For this reason its is advisable to add a no-sniff
header to resources served by the dispatcher. However, the dispatcher does not cache headers. This means that any content served from the local filesystem will have its content type determined by its extension, rather than using the original content-type header from its AEM server of origin.
No sniff can be safely enabled if the web application is known to never serve cached resources without a file type.
You can enable No Sniff inclusively:
Header set X-Content-Type-Options "nosniff"
It can also be enabled selectively:
RewriteCond %{REQUEST_URI} \.(?:js|jsonp)$ [OR]
RewriteCond %{QUERY_STRING} (callback|jsonp|cb)=\w+
RewriteRule .* - [E=jsonp_request:1]
Header set X-Content-Type-Options "nosniff" env=jsonp_request
Header setifempty Content-Type application/javascript env=jsonp_request
Content Security Policy content-security-policy
The default dispatcher settings allow an open Content Security Policy, also known as CSP. This allows a page to load resources from all the domains subject to the default policies of the browser sandbox.
It is desirable to restrict where resources may be loaded from to avoid loading code into the javascript engine from untrusted or unverified foreign servers.
CSP allows for fine tuning of policies. However, in a complex application CSP headers need to be developed with care as policies that are too restrictive may break parts of the user interface.
Sizing sizing
For more information on sizing, see the Hardware Sizing Guidelines.

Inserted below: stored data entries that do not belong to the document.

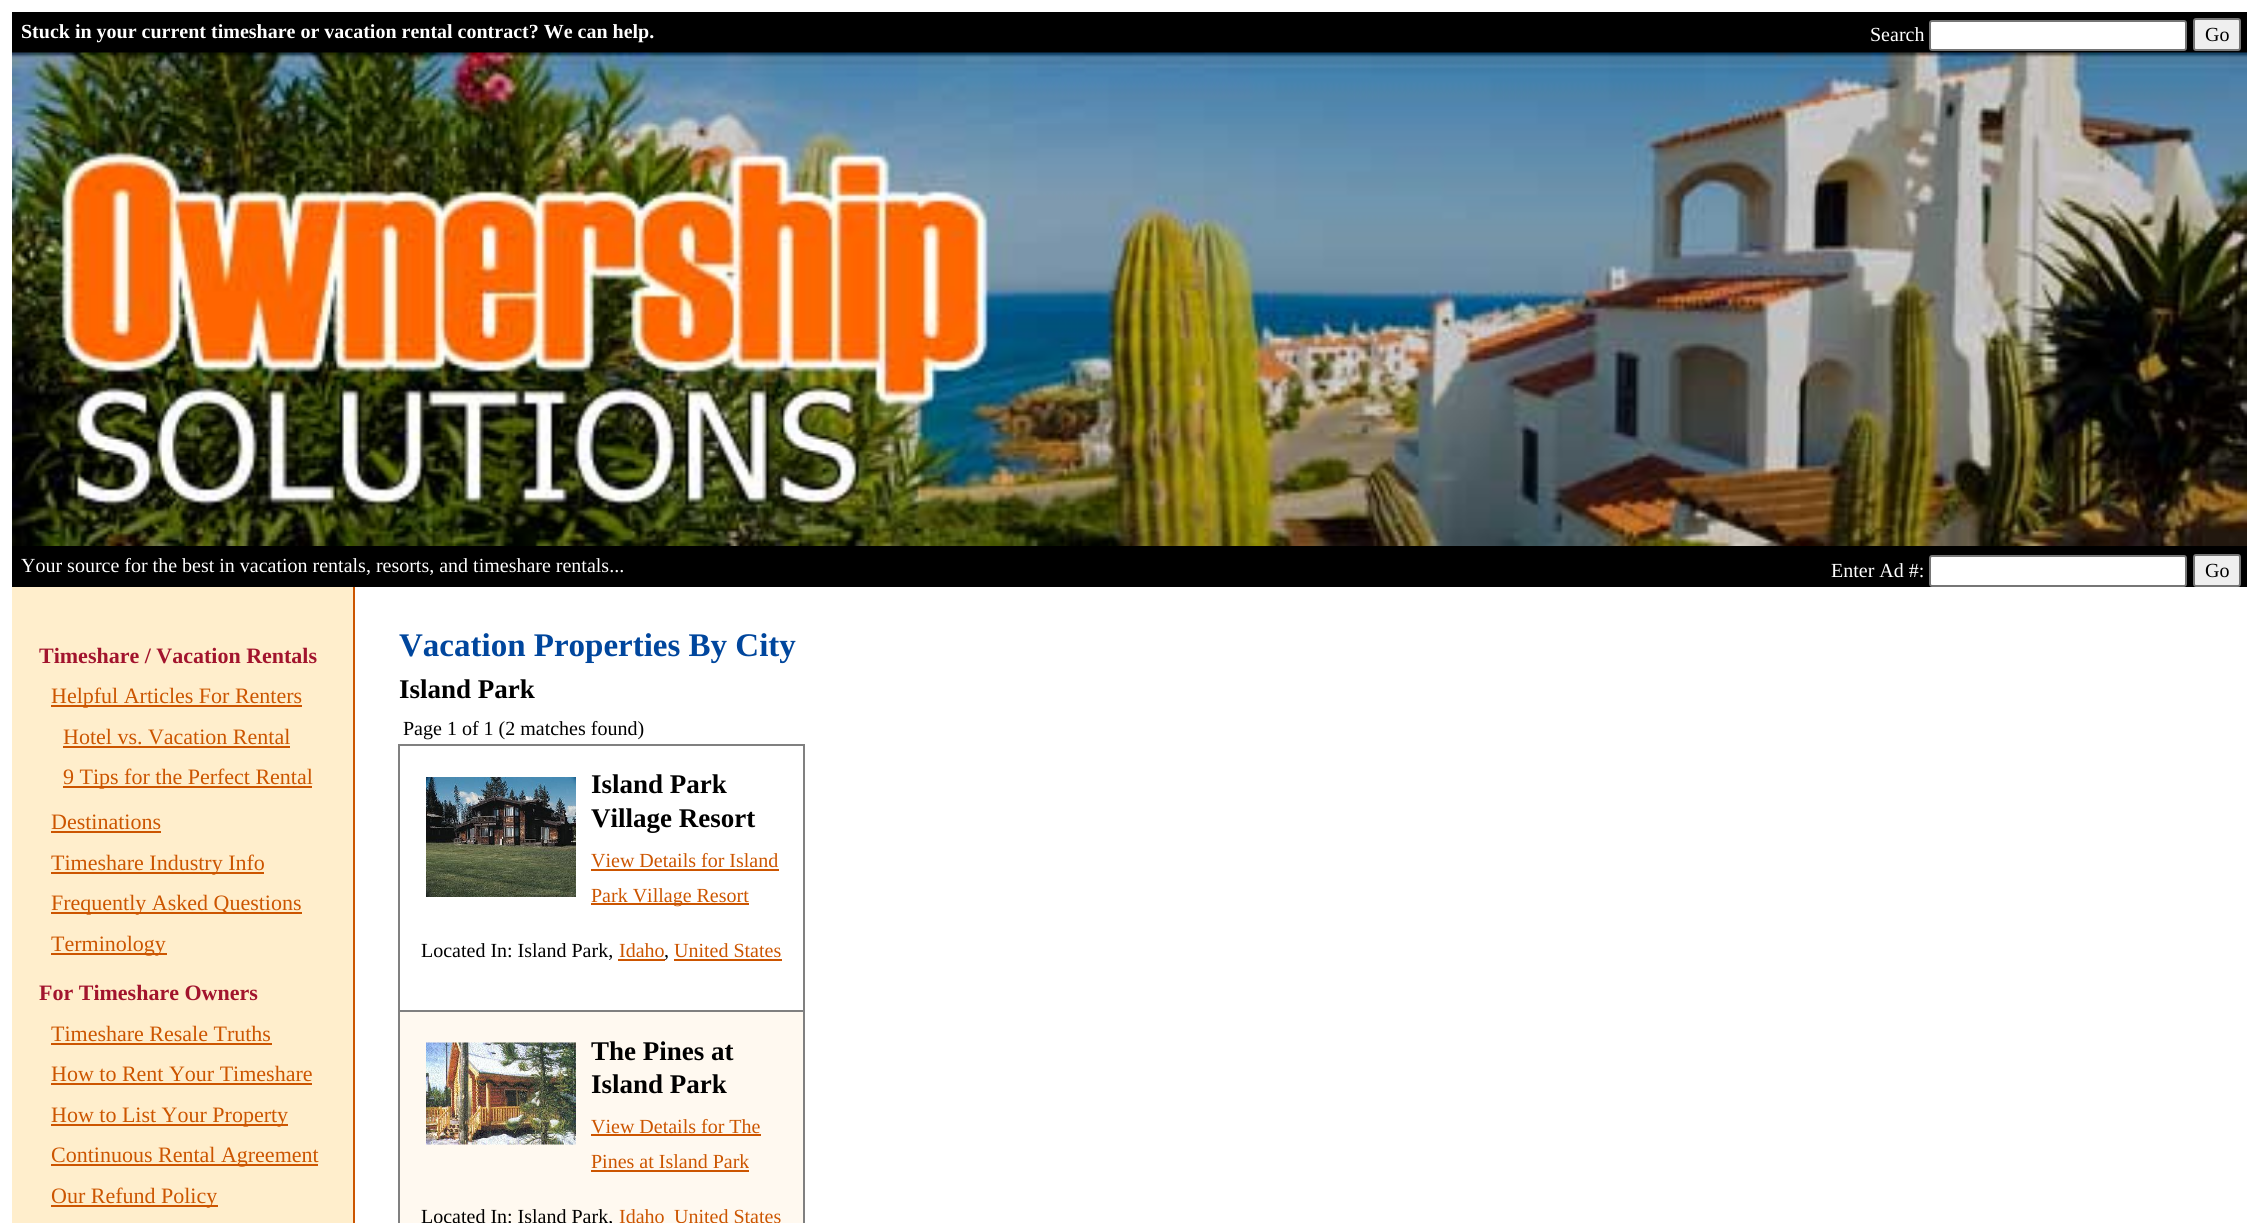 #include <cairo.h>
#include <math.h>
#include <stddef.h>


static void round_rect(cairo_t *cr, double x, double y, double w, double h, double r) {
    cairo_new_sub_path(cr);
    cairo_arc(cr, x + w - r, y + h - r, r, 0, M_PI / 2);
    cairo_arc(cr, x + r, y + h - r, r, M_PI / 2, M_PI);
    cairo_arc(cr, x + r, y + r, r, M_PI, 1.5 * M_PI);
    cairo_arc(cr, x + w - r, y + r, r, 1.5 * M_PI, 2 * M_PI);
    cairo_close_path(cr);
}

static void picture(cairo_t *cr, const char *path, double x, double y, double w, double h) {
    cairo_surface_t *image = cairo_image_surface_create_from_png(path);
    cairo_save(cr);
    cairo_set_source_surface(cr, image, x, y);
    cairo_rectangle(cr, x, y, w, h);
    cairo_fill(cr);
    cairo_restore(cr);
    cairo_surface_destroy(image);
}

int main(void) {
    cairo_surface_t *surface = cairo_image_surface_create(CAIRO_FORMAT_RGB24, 2258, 1223);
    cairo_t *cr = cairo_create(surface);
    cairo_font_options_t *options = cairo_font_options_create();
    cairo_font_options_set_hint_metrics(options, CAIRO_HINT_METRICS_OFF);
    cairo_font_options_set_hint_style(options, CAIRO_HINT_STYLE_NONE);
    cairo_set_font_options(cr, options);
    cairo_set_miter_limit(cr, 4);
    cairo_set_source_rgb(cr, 1, 1, 1);
    cairo_paint(cr);
    cairo_set_source_rgb(cr, 0, 0, 0);
    cairo_rectangle(cr, 12, 12, 2235, 41);
    cairo_fill(cr);
    cairo_select_font_face(cr, "Liberation Serif", CAIRO_FONT_SLANT_NORMAL, CAIRO_FONT_WEIGHT_BOLD);
    cairo_set_font_size(cr, 20);
    cairo_set_source_rgb(cr, 1, 1, 1);
    cairo_move_to(cr, 21, 38);
    cairo_show_text(cr, "Stuck in your current timeshare or vacation rental contract? We can help.");
    cairo_select_font_face(cr, "Liberation Serif", CAIRO_FONT_SLANT_NORMAL, CAIRO_FONT_WEIGHT_NORMAL);
    cairo_move_to(cr, 1870, 41);
    cairo_show_text(cr, "Search");
    round_rect(cr, 1930, 21, 256, 29, 2);
    cairo_fill_preserve(cr);
    cairo_set_source_rgb(cr, 0.463, 0.463, 0.463);
    cairo_stroke(cr);
    cairo_set_source_rgb(cr, 0.937, 0.937, 0.937);
    round_rect(cr, 2194, 19, 46, 31, 2);
    cairo_fill_preserve(cr);
    cairo_set_source_rgb(cr, 0.463, 0.463, 0.463);
    cairo_stroke(cr);
    cairo_set_source_rgb(cr, 0, 0, 0);
    cairo_move_to(cr, 2205, 41);
    cairo_show_text(cr, "Go");
    picture(cr, "img1.png", 12, 52, 2235, 494);
    cairo_rectangle(cr, 12, 546, 2235, 41);
    cairo_fill(cr);
    cairo_set_source_rgb(cr, 1, 1, 1);
    cairo_move_to(cr, 21, 572);
    cairo_show_text(cr, "Your source for the best in vacation rentals, resorts, and timeshare rentals...");
    cairo_move_to(cr, 1831, 577);
    cairo_show_text(cr, "Enter Ad #:");
    round_rect(cr, 1930, 556, 256, 30, 2);
    cairo_fill_preserve(cr);
    cairo_set_source_rgb(cr, 0.463, 0.463, 0.463);
    cairo_stroke(cr);
    cairo_set_source_rgb(cr, 0.937, 0.937, 0.937);
    round_rect(cr, 2194, 555, 46, 31, 2);
    cairo_fill_preserve(cr);
    cairo_set_source_rgb(cr, 0.463, 0.463, 0.463);
    cairo_stroke(cr);
    cairo_set_source_rgb(cr, 0, 0, 0);
    cairo_move_to(cr, 2205, 577);
    cairo_show_text(cr, "Go");
    cairo_set_source_rgb(cr, 1, 0.933, 0.8);
    cairo_rectangle(cr, 12, 587, 341, 636);
    cairo_fill(cr);
    cairo_set_source_rgb(cr, 0.8, 0.333, 0);
    cairo_rectangle(cr, 353, 587, 2, 636);
    cairo_fill(cr);
    cairo_select_font_face(cr, "Liberation Serif", CAIRO_FONT_SLANT_NORMAL, CAIRO_FONT_WEIGHT_BOLD);
    cairo_set_font_size(cr, 22);
    cairo_set_source_rgb(cr, 0.635, 0.082, 0.176);
    cairo_move_to(cr, 39, 663);
    cairo_show_text(cr, "Timeshare / Vacation Rentals");
    cairo_set_source_rgb(cr, 0.8, 0.333, 0);
    cairo_rectangle(cr, 51, 705, 251, 2);
    cairo_fill(cr);
    cairo_select_font_face(cr, "Liberation Serif", CAIRO_FONT_SLANT_NORMAL, CAIRO_FONT_WEIGHT_NORMAL);
    cairo_move_to(cr, 51, 703);
    cairo_show_text(cr, "Helpful Articles For Renters");
    cairo_move_to(cr, 63, 744);
    cairo_show_text(cr, "Hotel vs. Vacation Rental");
    cairo_rectangle(cr, 63, 746, 227, 2);
    cairo_fill(cr);
    cairo_rectangle(cr, 63, 786, 249, 2);
    cairo_fill(cr);
    cairo_move_to(cr, 63, 784);
    cairo_show_text(cr, "9 Tips for the Perfect Rental");
    cairo_move_to(cr, 51, 829);
    cairo_show_text(cr, "Destinations");
    cairo_rectangle(cr, 51, 831, 110, 2);
    cairo_fill(cr);
    cairo_rectangle(cr, 51, 872, 213, 2);
    cairo_fill(cr);
    cairo_move_to(cr, 51, 870);
    cairo_show_text(cr, "Timeshare Industry Info");
    cairo_rectangle(cr, 51, 912, 251, 2);
    cairo_fill(cr);
    cairo_move_to(cr, 51, 910);
    cairo_show_text(cr, "Frequently Asked Questions");
    cairo_rectangle(cr, 51, 953, 116, 2);
    cairo_fill(cr);
    cairo_move_to(cr, 51, 951);
    cairo_show_text(cr, "Terminology");
    cairo_select_font_face(cr, "Liberation Serif", CAIRO_FONT_SLANT_NORMAL, CAIRO_FONT_WEIGHT_BOLD);
    cairo_set_source_rgb(cr, 0.635, 0.082, 0.176);
    cairo_move_to(cr, 39, 1000);
    cairo_show_text(cr, "For Timeshare Owners");
    cairo_select_font_face(cr, "Liberation Serif", CAIRO_FONT_SLANT_NORMAL, CAIRO_FONT_WEIGHT_NORMAL);
    cairo_set_source_rgb(cr, 0.8, 0.333, 0);
    cairo_move_to(cr, 51, 1041);
    cairo_show_text(cr, "Timeshare Resale Truths");
    cairo_rectangle(cr, 51, 1043, 221, 2);
    cairo_fill(cr);
    cairo_move_to(cr, 51, 1081);
    cairo_show_text(cr, "How to Rent Your Timeshare");
    cairo_rectangle(cr, 51, 1083, 261, 2);
    cairo_fill(cr);
    cairo_rectangle(cr, 51, 1124, 237, 2);
    cairo_fill(cr);
    cairo_move_to(cr, 51, 1122);
    cairo_show_text(cr, "How to List Your Property");
    cairo_rectangle(cr, 51, 1164, 267, 2);
    cairo_fill(cr);
    cairo_move_to(cr, 51, 1162);
    cairo_show_text(cr, "Continuous Rental Agreement");
    cairo_rectangle(cr, 51, 1205, 167, 2);
    cairo_fill(cr);
    cairo_move_to(cr, 51, 1203);
    cairo_show_text(cr, "Our Refund Policy");
    cairo_select_font_face(cr, "Liberation Serif", CAIRO_FONT_SLANT_NORMAL, CAIRO_FONT_WEIGHT_BOLD);
    cairo_set_font_size(cr, 33);
    cairo_set_source_rgb(cr, 0, 0.275, 0.616);
    cairo_move_to(cr, 399, 656);
    cairo_show_text(cr, "Vacation Properties By City");
    cairo_set_font_size(cr, 27);
    cairo_set_source_rgb(cr, 0, 0, 0);
    cairo_move_to(cr, 399, 698);
    cairo_show_text(cr, "Island Park");
    cairo_select_font_face(cr, "Liberation Serif", CAIRO_FONT_SLANT_NORMAL, CAIRO_FONT_WEIGHT_NORMAL);
    cairo_set_font_size(cr, 20);
    cairo_move_to(cr, 403, 735);
    cairo_show_text(cr, "Page 1 of 1 (2 matches found)");
    cairo_set_source_rgb(cr, 0.502, 0.502, 0.502);
    cairo_rectangle(cr, 398, 744, 406, 2);
    cairo_fill(cr);
    cairo_rectangle(cr, 398, 1010, 406, 2);
    cairo_fill(cr);
    cairo_rectangle(cr, 803, 1010, 2, 213);
    cairo_fill(cr);
    cairo_rectangle(cr, 803, 744, 2, 267);
    cairo_fill(cr);
    cairo_rectangle(cr, 398, 1010, 2, 213);
    cairo_fill(cr);
    cairo_rectangle(cr, 398, 744, 2, 267);
    cairo_fill(cr);
    cairo_select_font_face(cr, "Liberation Serif", CAIRO_FONT_SLANT_NORMAL, CAIRO_FONT_WEIGHT_BOLD);
    cairo_set_font_size(cr, 27);
    cairo_set_source_rgb(cr, 0, 0, 0);
    cairo_move_to(cr, 591, 793);
    cairo_show_text(cr, "Island Park");
    cairo_move_to(cr, 591, 827);
    cairo_show_text(cr, "Village Resort");
    cairo_select_font_face(cr, "Liberation Serif", CAIRO_FONT_SLANT_NORMAL, CAIRO_FONT_WEIGHT_NORMAL);
    cairo_set_font_size(cr, 20);
    cairo_set_source_rgb(cr, 0.8, 0.333, 0);
    cairo_move_to(cr, 591, 867);
    cairo_show_text(cr, "View Details for Island");
    cairo_rectangle(cr, 591, 869, 188, 2);
    cairo_fill(cr);
    cairo_rectangle(cr, 591, 903, 158, 2);
    cairo_fill(cr);
    cairo_move_to(cr, 591, 902);
    cairo_show_text(cr, "Park Village Resort");
    cairo_set_source_rgb(cr, 0, 0, 0);
    cairo_move_to(cr, 421, 957);
    cairo_show_text(cr, "Located In: Island Park,");
    cairo_set_source_rgb(cr, 0.8, 0.333, 0);
    cairo_move_to(cr, 619, 957);
    cairo_show_text(cr, "Idaho");
    cairo_rectangle(cr, 618, 959, 47, 2);
    cairo_fill(cr);
    cairo_set_source_rgb(cr, 0, 0, 0);
    cairo_move_to(cr, 664, 957);
    cairo_show_text(cr, ",");
    cairo_set_source_rgb(cr, 0.8, 0.333, 0);
    cairo_move_to(cr, 674, 957);
    cairo_show_text(cr, "United States");
    cairo_rectangle(cr, 674, 959, 108, 2);
    cairo_fill(cr);
    picture(cr, "img2.png", 426, 777, 150, 120);
    cairo_set_source_rgb(cr, 1, 0.976, 0.941);
    cairo_rectangle(cr, 400, 1012, 403, 211);
    cairo_fill(cr);
    cairo_select_font_face(cr, "Liberation Serif", CAIRO_FONT_SLANT_NORMAL, CAIRO_FONT_WEIGHT_BOLD);
    cairo_set_font_size(cr, 27);
    cairo_set_source_rgb(cr, 0, 0, 0);
    cairo_move_to(cr, 591, 1060);
    cairo_show_text(cr, "The Pines at");
    cairo_move_to(cr, 591, 1093);
    cairo_show_text(cr, "Island Park");
    cairo_select_font_face(cr, "Liberation Serif", CAIRO_FONT_SLANT_NORMAL, CAIRO_FONT_WEIGHT_NORMAL);
    cairo_set_font_size(cr, 20);
    cairo_set_source_rgb(cr, 0.8, 0.333, 0);
    cairo_move_to(cr, 591, 1133);
    cairo_show_text(cr, "View Details for The");
    cairo_rectangle(cr, 591, 1134, 170, 2);
    cairo_fill(cr);
    cairo_move_to(cr, 591, 1168);
    cairo_show_text(cr, "Pines at Island Park");
    cairo_rectangle(cr, 591, 1170, 158, 2);
    cairo_fill(cr);
    cairo_set_source_rgb(cr, 0, 0, 0);
    cairo_move_to(cr, 421, 1223);
    cairo_show_text(cr, "Located In: Island Park,");
    cairo_set_source_rgb(cr, 0.8, 0.333, 0);
    cairo_move_to(cr, 619, 1223);
    cairo_show_text(cr, "Idaho");
    cairo_move_to(cr, 674, 1223);
    cairo_show_text(cr, "United States");
    picture(cr, "img3.png", 426, 1042, 150, 103);
    cairo_surface_write_to_png(surface, "page.png");
    cairo_font_options_destroy(options);
    cairo_destroy(cr);
    cairo_surface_destroy(surface);
    return 0;
}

MongoDB Performance Optimization mongodb-performance-optimization
For generic information on MongoDB performance, see Analyzing MongoDB Performance.
Known Limitations known-limitations
Concurrent Installations concurrent-installations
While concurrent use of multiple AEM instances with a single database is supported by MongoMK, concurrent installations are not.
In order work around this, make sure you run the installation with a single member first, and add the other ones after the first has finished installing.
Page Name Length page-name-length
If AEM is running on a MongoMK persistence manager deployment, page names are limited to 150 characters.